Het gaat kortom om maatregelen die gericht zijn op de bescherming van de rechten van consumenten en gebruikers, en die zowel verband houden met economische, financiële en arbeidsmarktomstandigheden, als met de mogelijke negatieve impact van nieuwe technologieën op de toegang tot de markt van goederen en diensten. Daarbij moet ook worden gekeken naar reclame- of marketingpraktijken die consumenten ertoe aanzetten om beslissingen te nemen die in hun situatie niet de juiste zijn of om ondoordachte aankopen te doen.

Stemuitslag:

Voor:

60

Tegen:

58

Onthoudingen:

9

d)   Paragraaf 4.14 (nieuwe paragraaf 4.15)

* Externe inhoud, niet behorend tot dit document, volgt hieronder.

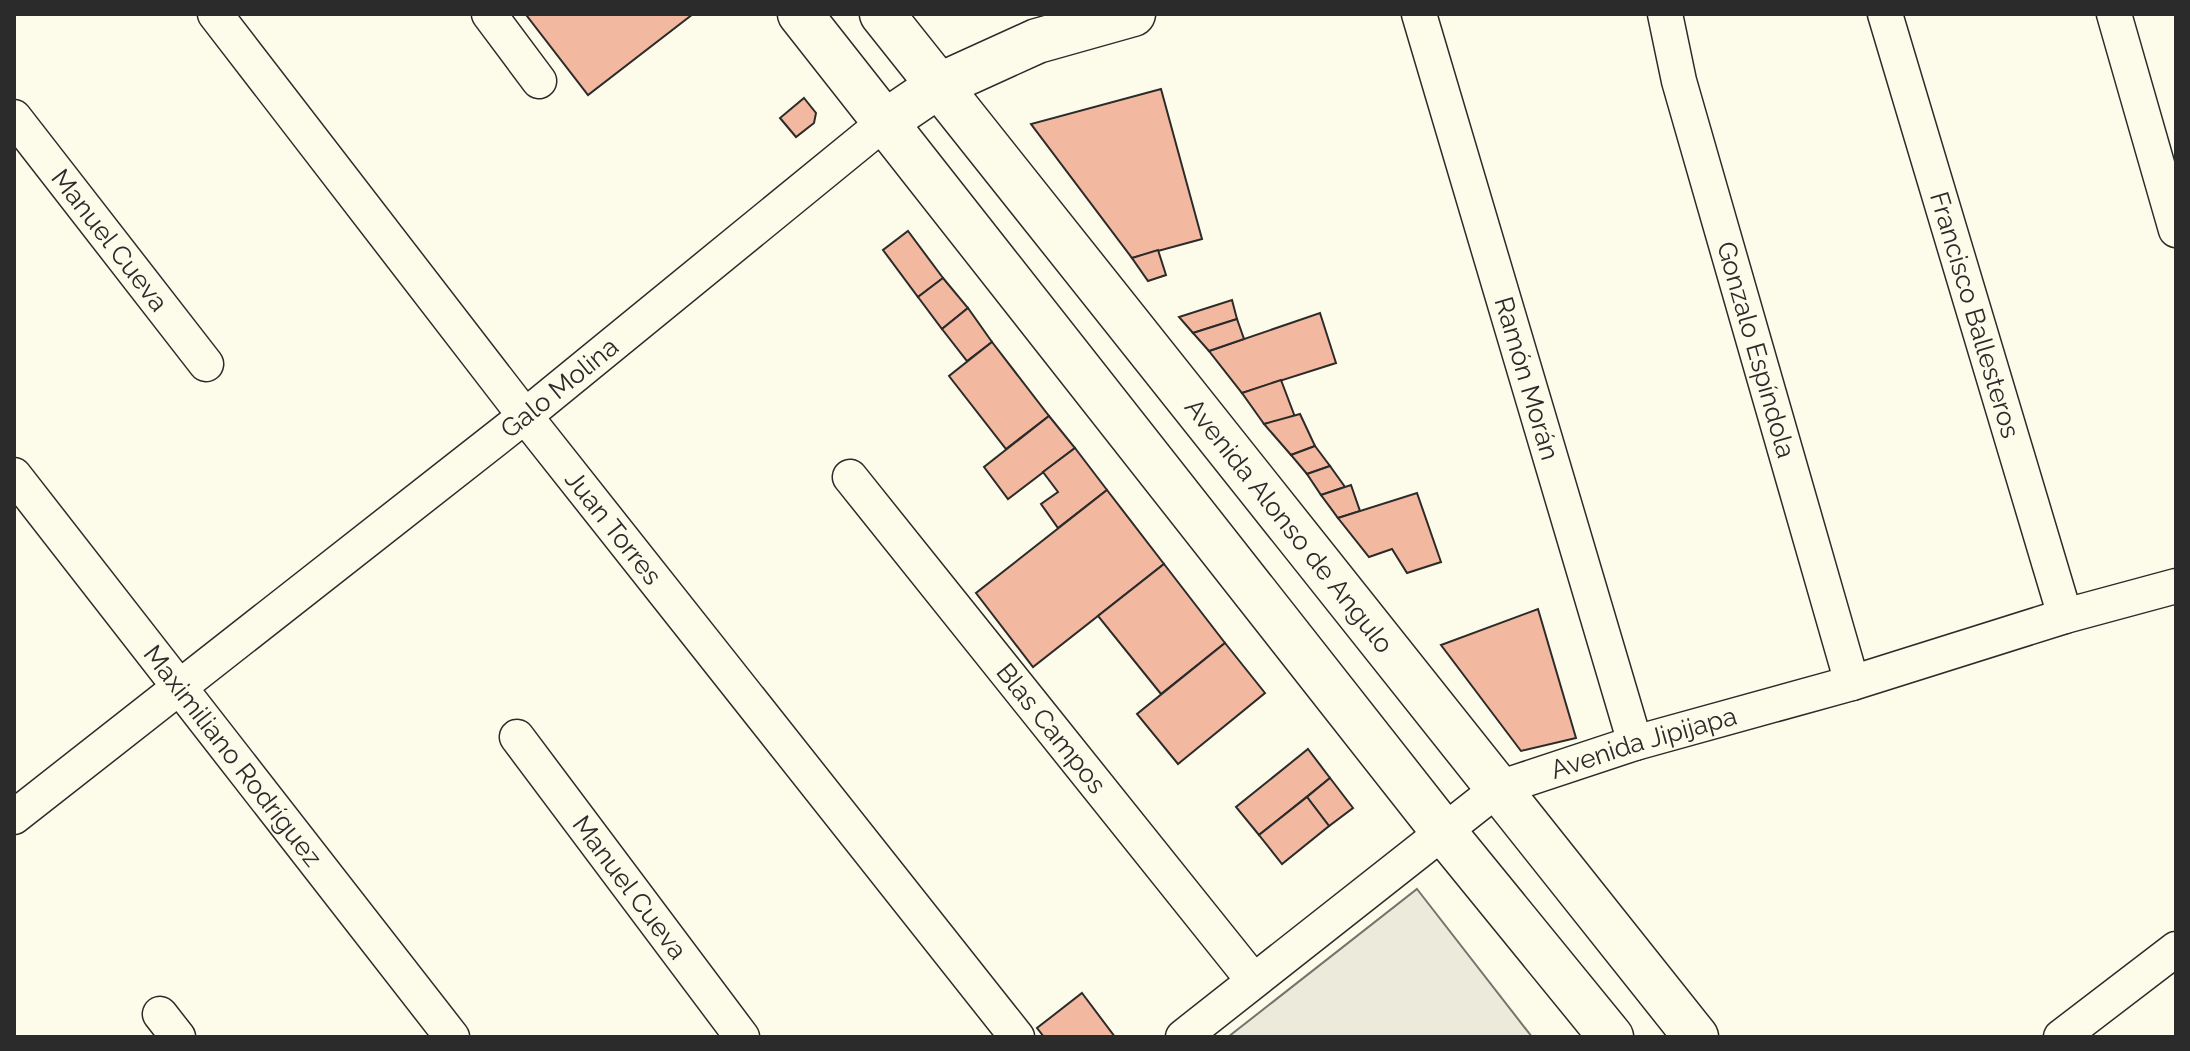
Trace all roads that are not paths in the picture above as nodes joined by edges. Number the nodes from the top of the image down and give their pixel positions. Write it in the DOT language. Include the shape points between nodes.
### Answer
graph roads {
  1 [pos="215,14"];
  2 [pos="489,14"];
  3 [pos="800,14"];
  4 [pos="882,14"];
  5 [pos="1133,14"];
  6 [pos="1419,14"];
  7 [pos="1665,14"];
  8 [pos="1885,14"];
  9 [pos="2114,14"];
  10 [pos="539,81"];
  11 [pos="938,86"];
  12 [pos="14,117"];
  13 [pos="885,122"];
  14 [pos="2176,230"];
  15 [pos="206,364"];
  16 [pos="525,416"];
  17 [pos="14,475"];
  18 [pos="850,477"];
  19 [pos="2176,586"];
  20 [pos="2065,616"];
  21 [pos="1852,683"];
  22 [pos="180,688"];
  23 [pos="517,737"];
  24 [pos="1635,743"];
  25 [pos="1499,788"];
  26 [pos="14,817"];
  27 [pos="1443,831"];
  28 [pos="2176,949"];
  29 [pos="1253,980"];
  30 [pos="452,1037"];
  31 [pos="742,1037"];
  32 [pos="1017,1037"];
  33 [pos="1183,1037"];
  34 [pos="1611,1037"];
  35 [pos="1696,1037"];
  36 [pos="2061,1037"];
  1 -- 16 [label="street, Juan Torres"];
  2 -- 10 [label="street"];
  3 -- 13 [label="main road"];
  4 -- 11 [label="main road, Avenida Alonso de Angulo"];
  5 -- 11 [label="main road, Galo Molina" via="1037,41"];
  6 -- 24 [label="street, Ramón Morán"];
  7 -- 21 [label="street, Gonzalo Espíndola" via="1679,81"];
  8 -- 20 [label="street, Francisco Ballesteros"];
  9 -- 14 [label="street"];
  11 -- 13 [label="main road, Galo Molina"];
  11 -- 25 [label="main road, Avenida Alonso de Angulo"];
  12 -- 15 [label="street, Manuel Cueva"];
  13 -- 16 [label="street, Galo Molina"];
  13 -- 27 [label="main road"];
  16 -- 22 [label="street, Galo Molina"];
  16 -- 32 [label="street, Juan Torres"];
  17 -- 22 [label="street, Maximiliano Rodríguez"];
  18 -- 29 [label="street, Blas Campos"];
  19 -- 20 [label="street, Avenida Jipijapa"];
  20 -- 21 [label="street, Avenida Jipijapa"];
  21 -- 24 [label="street, Avenida Jipijapa"];
  22 -- 26 [label="street, Galo Molina"];
  22 -- 30 [label="street, Maximiliano Rodríguez"];
  23 -- 31 [label="street, Manuel Cueva"];
  24 -- 25 [label="street, Avenida Jipijapa"];
  25 -- 27 [label="street, Avenida Jipijapa"];
  25 -- 35 [label="main road, Avenida Alonso de Angulo"];
  27 -- 29 [label="street, Avenida Jipijapa"];
  27 -- 34 [label="main road"];
  28 -- 36 [label="street"];
  29 -- 33 [label="street, Avenida Jipijapa"];
}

Met herstelmaatregelen worden alle maatregelen bedoeld die een haalbare uitweg kunnen bieden uit een situatie van financiële kwetsbaarheid. Een dergelijk streven strookt met de richtsnoeren van de Verenigde Naties inzake consumentenbescherming uit 1999, waarin te lezen staat (punt 5) dat beleidsmaatregelen ter bevordering van duurzame consumptie ook gericht moeten zijn op armoedebestrijding, het voorzien in de basisbehoeften van alle leden van de samenleving en het terugdringen van ongelijkheid, zowel op nationaal vlak als bij de betrekkingen tussen landen.

Stemuitslag:

Voor:

66

Tegen:

63

Onthoudingen:

11


(1)  Advies over „Markttoezicht”PB C 271 van 19.9.2013, blz. 86.